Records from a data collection
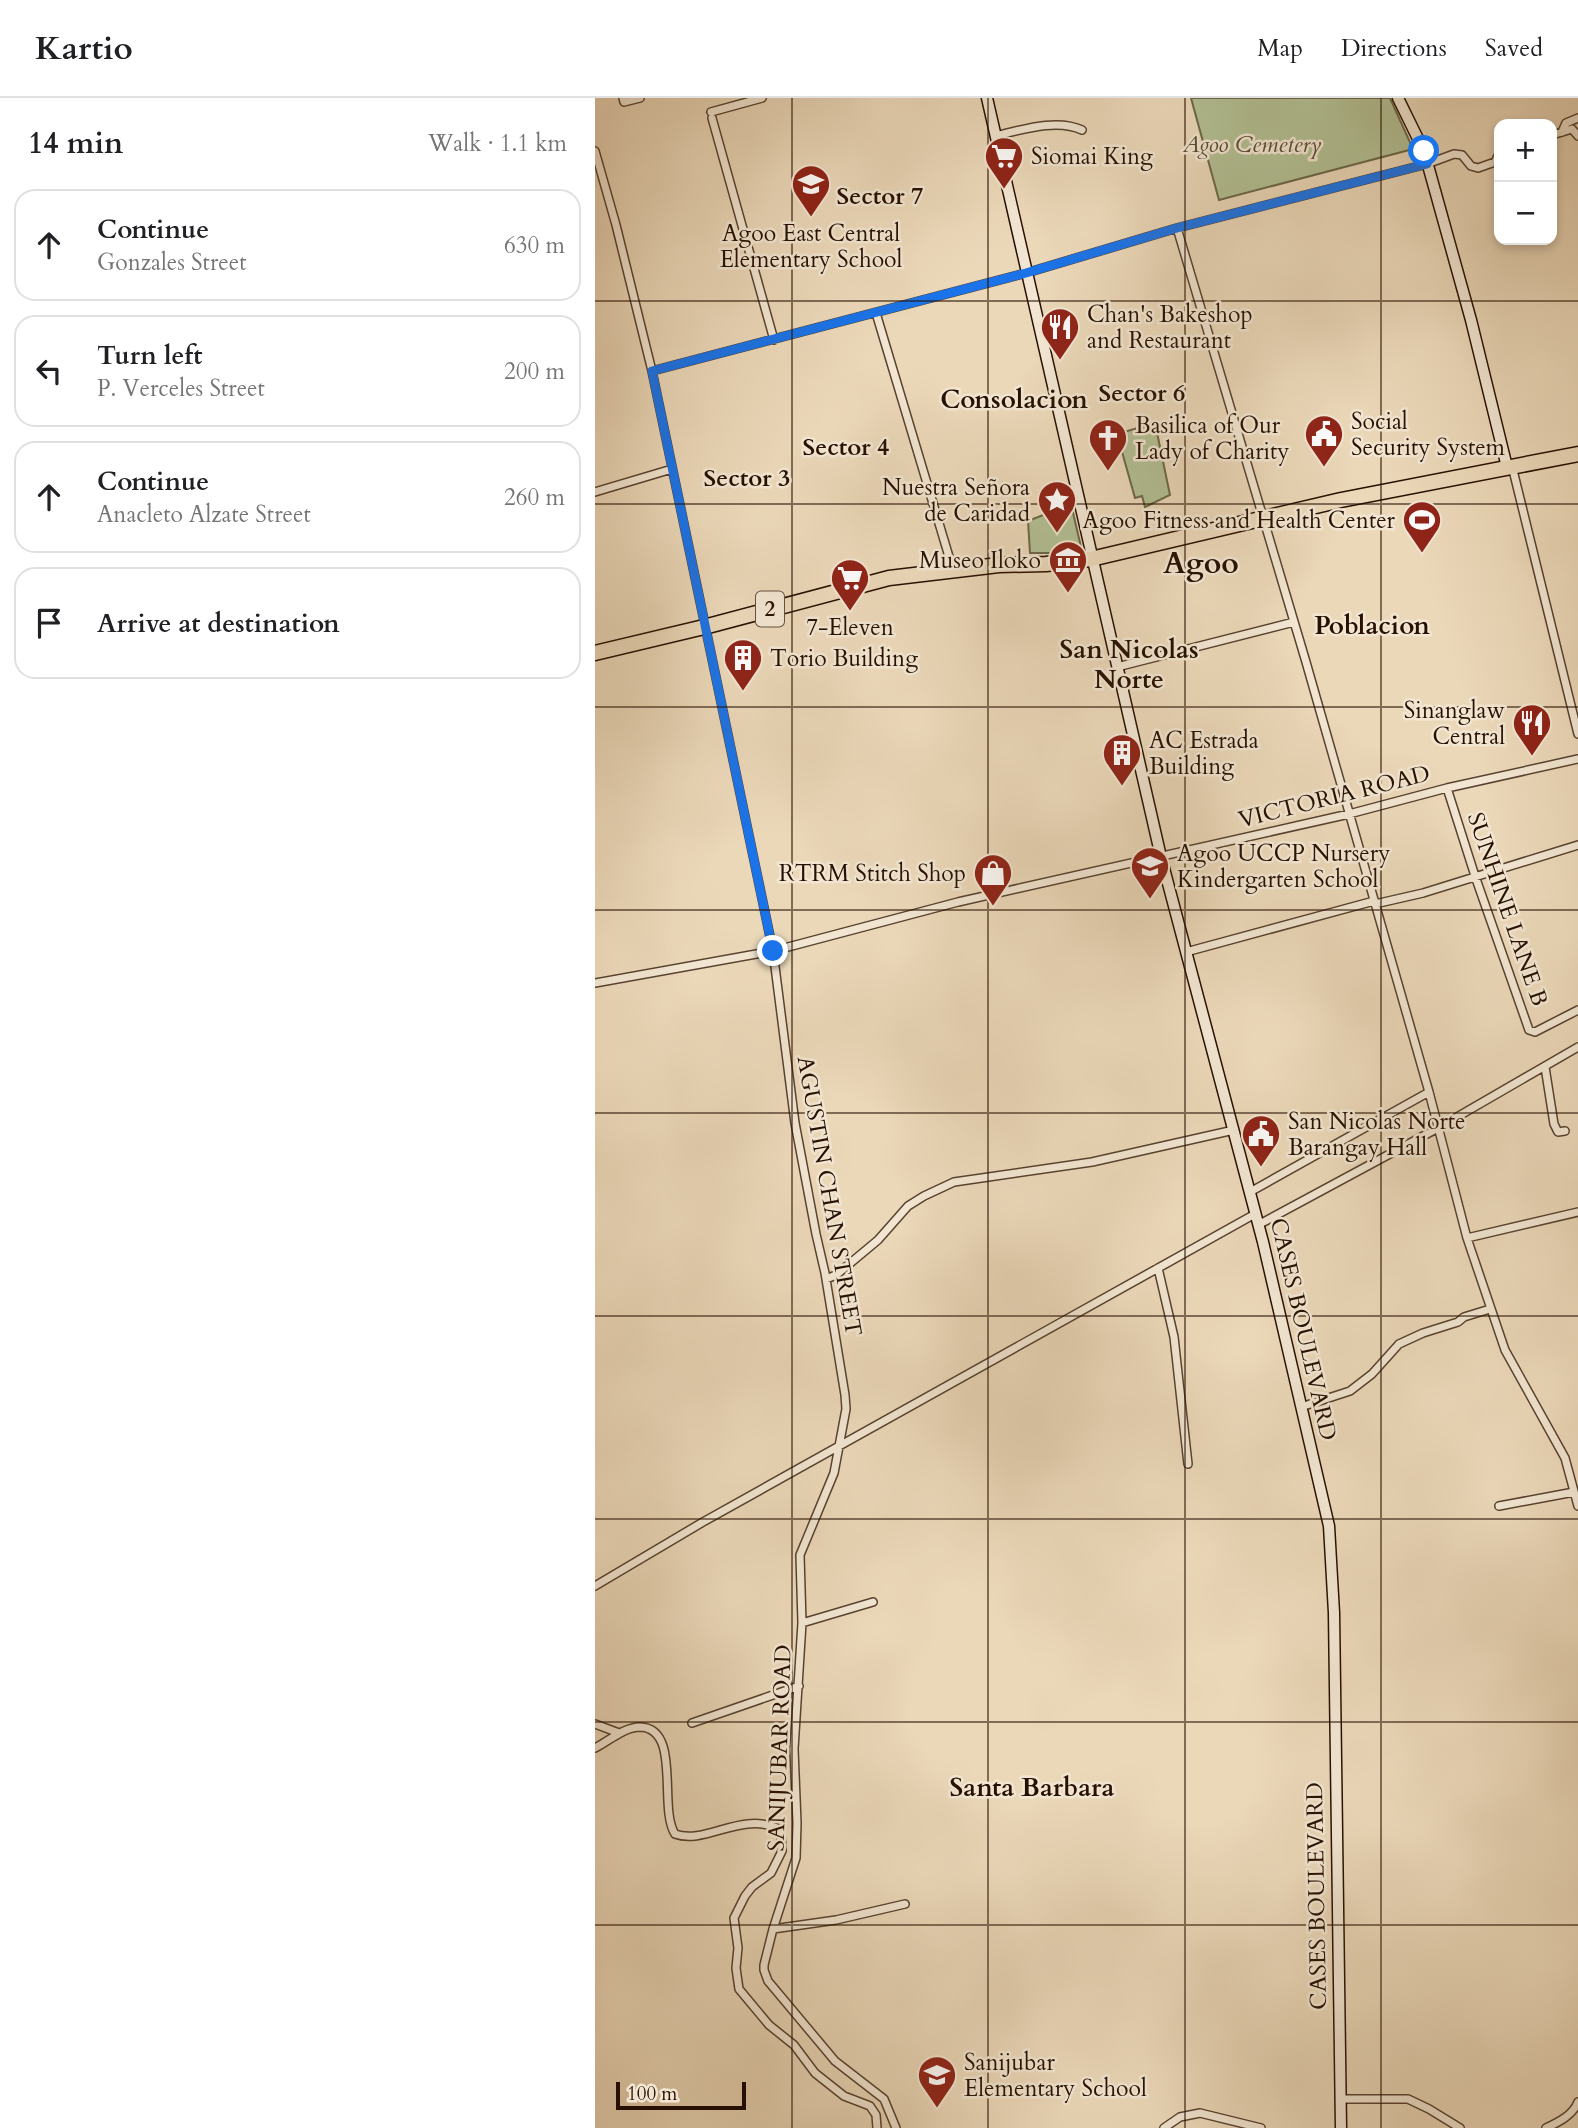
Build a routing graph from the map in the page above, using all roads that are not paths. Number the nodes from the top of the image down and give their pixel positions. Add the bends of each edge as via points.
1 (623, 98) edge
2 (640, 98) edge
3 (762, 98) edge
4 (987, 98) edge
5 (1398, 98) edge
6 (1578, 118) edge
7 (1082, 130) dead end
8 (1562, 132) junction
9 (1557, 134) edge
10 (995, 135) junction
11 (1578, 136) edge
12 (595, 152) edge
13 (1494, 162) edge
14 (1427, 164) junction
15 (1177, 228) junction
16 (1026, 273) junction
17 (876, 313) junction
18 (774, 340) junction
19 (652, 371) junction
20 (1578, 454) edge
21 (1510, 467) junction
22 (672, 468) junction
23 (595, 492) edge
24 (1264, 518) junction
25 (1091, 559) junction
26 (953, 570) junction
27 (1294, 622) junction
28 (704, 627) junction
29 (595, 653) edge
30 (1117, 667) junction
31 (1578, 734) edge
32 (1578, 760) edge
33 (1447, 788) junction
34 (1349, 814) junction
35 (1578, 845) edge
36 (1161, 857) junction
37 (1475, 876) junction
38 (1375, 903) junction
39 (773, 951) junction
40 (1186, 952) junction
41 (595, 983) edge
42 (1578, 1010) edge
43 (1578, 1047) edge
44 (1545, 1067) junction
45 (1429, 1092) junction
46 (1438, 1128) junction
47 (1234, 1130) junction
48 (1565, 1131) dead end
49 (1250, 1192) junction
50 (1578, 1212) edge
51 (1257, 1220) junction
52 (1467, 1238) junction
53 (1158, 1268) junction
54 (826, 1279) junction
55 (1490, 1310) junction
56 (1301, 1406) junction
57 (838, 1447) junction
58 (1188, 1464) dead end
59 (1575, 1480) edge
60 (1574, 1492) junction
61 (1499, 1506) dead end
62 (1578, 1506) edge
63 (595, 1586) edge
64 (873, 1602) dead end
65 (802, 1623) junction
66 (799, 1686) junction
67 (692, 1723) dead end
68 (595, 1724) edge
69 (619, 1733) junction
70 (595, 1748) edge
71 (905, 1904) dead end
72 (773, 1929) junction
73 (1341, 2099) junction
74 (1577, 2107) edge
75 (877, 2128) edge
76 (897, 2128) edge
77 (1164, 2128) edge
78 (1261, 2128) edge
79 (1341, 2128) edge
80 (1460, 2128) edge
81 (1546, 2128) edge

1 - 2 street via 624,102
3 - 18 street via 711,115
4 - 10 street, CASES BOULEVARD
5 - 14 street
6 - 8 street via 1566,123
7 - 10 street via 1062,125
8 - 9 street
8 - 11 street via 1572,129
10 - 16 street, CASES BOULEVARD
12 - 19 street, AGUSTIN CHAN STREET
13 - 14 street via 1471,166 1457,154
14 - 15 street
14 - 21 street
15 - 16 street
15 - 24 street
16 - 17 street
16 - 25 street, CASES BOULEVARD
17 - 18 street
17 - 26 street
18 - 19 street
19 - 22 street, AGUSTIN CHAN STREET
20 - 21 highway, 2
21 - 24 highway, 2
21 - 31 street
22 - 23 street
22 - 28 street, AGUSTIN CHAN STREET
24 - 25 highway, 2
24 - 27 street
25 - 26 highway, 2
25 - 30 street, CASES BOULEVARD
26 - 28 highway, 2 via 889,578
27 - 30 street
27 - 34 street
28 - 29 highway, 2
28 - 39 street, AGUSTIN CHAN STREET
30 - 36 street, CASES BOULEVARD
32 - 33 street, VICTORIA ROAD
33 - 34 street, VICTORIA ROAD
33 - 37 street, SUNHINE LANE B
34 - 36 street, VICTORIA ROAD
34 - 38 street
35 - 37 street
36 - 39 street, VICTORIA ROAD via 958,902
36 - 40 street, CASES BOULEVARD
37 - 38 street
37 - 42 street, SUNHINE LANE B via 1529,1030 1535,1032
38 - 40 street
38 - 45 street
39 - 41 street, VICTORIA ROAD
39 - 54 street, AGUSTIN CHAN STREET via 795,1123
40 - 47 street, CASES BOULEVARD
43 - 44 street
44 - 46 street
44 - 48 street via 1554,1124 1557,1132
45 - 46 street
45 - 49 street
46 - 51 street
46 - 52 street
47 - 49 street, CASES BOULEVARD
47 - 54 street via 1092,1162 954,1182 908,1206 878,1240
49 - 51 street, CASES BOULEVARD
50 - 52 street
51 - 53 street
51 - 56 street, CASES BOULEVARD
52 - 55 street
53 - 57 street
53 - 58 street via 1174,1337
54 - 57 street, AGUSTIN CHAN STREET via 846,1409
55 - 56 street via 1399,1344 1350,1391
55 - 59 street via 1505,1350
56 - 73 street, CASES BOULEVARD via 1329,1526 1332,1562
57 - 63 street
57 - 65 street, SANIJUBAR ROAD via 834,1473 800,1555
59 - 60 street
60 - 61 street
60 - 62 street
64 - 65 street
65 - 66 street, SANIJUBAR ROAD
66 - 67 street
66 - 72 street, SANIJUBAR ROAD via 794,1749 796,1858
68 - 69 street
69 - 70 street
69 - 75 street via 642,1727 663,1741 667,1804 675,1834 691,1836 739,1824 777,1828 782,1851 771,1873 744,1896 734,1917 739,1989 815,2073 844,2096 870,2106
71 - 72 street
72 - 76 street, SANIJUBAR ROAD via 764,1970 768,1981 835,2061 884,2099
73 - 79 street, CASES BOULEVARD
73 - 80 street via 1408,2099
74 - 81 street
77 - 78 street via 1180,2117 1200,2113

Work request
Using the data above, return every line that contains the string "AGUSTIN".

Completed exercise
12 - 19 street, AGUSTIN CHAN STREET
19 - 22 street, AGUSTIN CHAN STREET
22 - 28 street, AGUSTIN CHAN STREET
28 - 39 street, AGUSTIN CHAN STREET
39 - 54 street, AGUSTIN CHAN STREET via 795,1123
54 - 57 street, AGUSTIN CHAN STREET via 846,1409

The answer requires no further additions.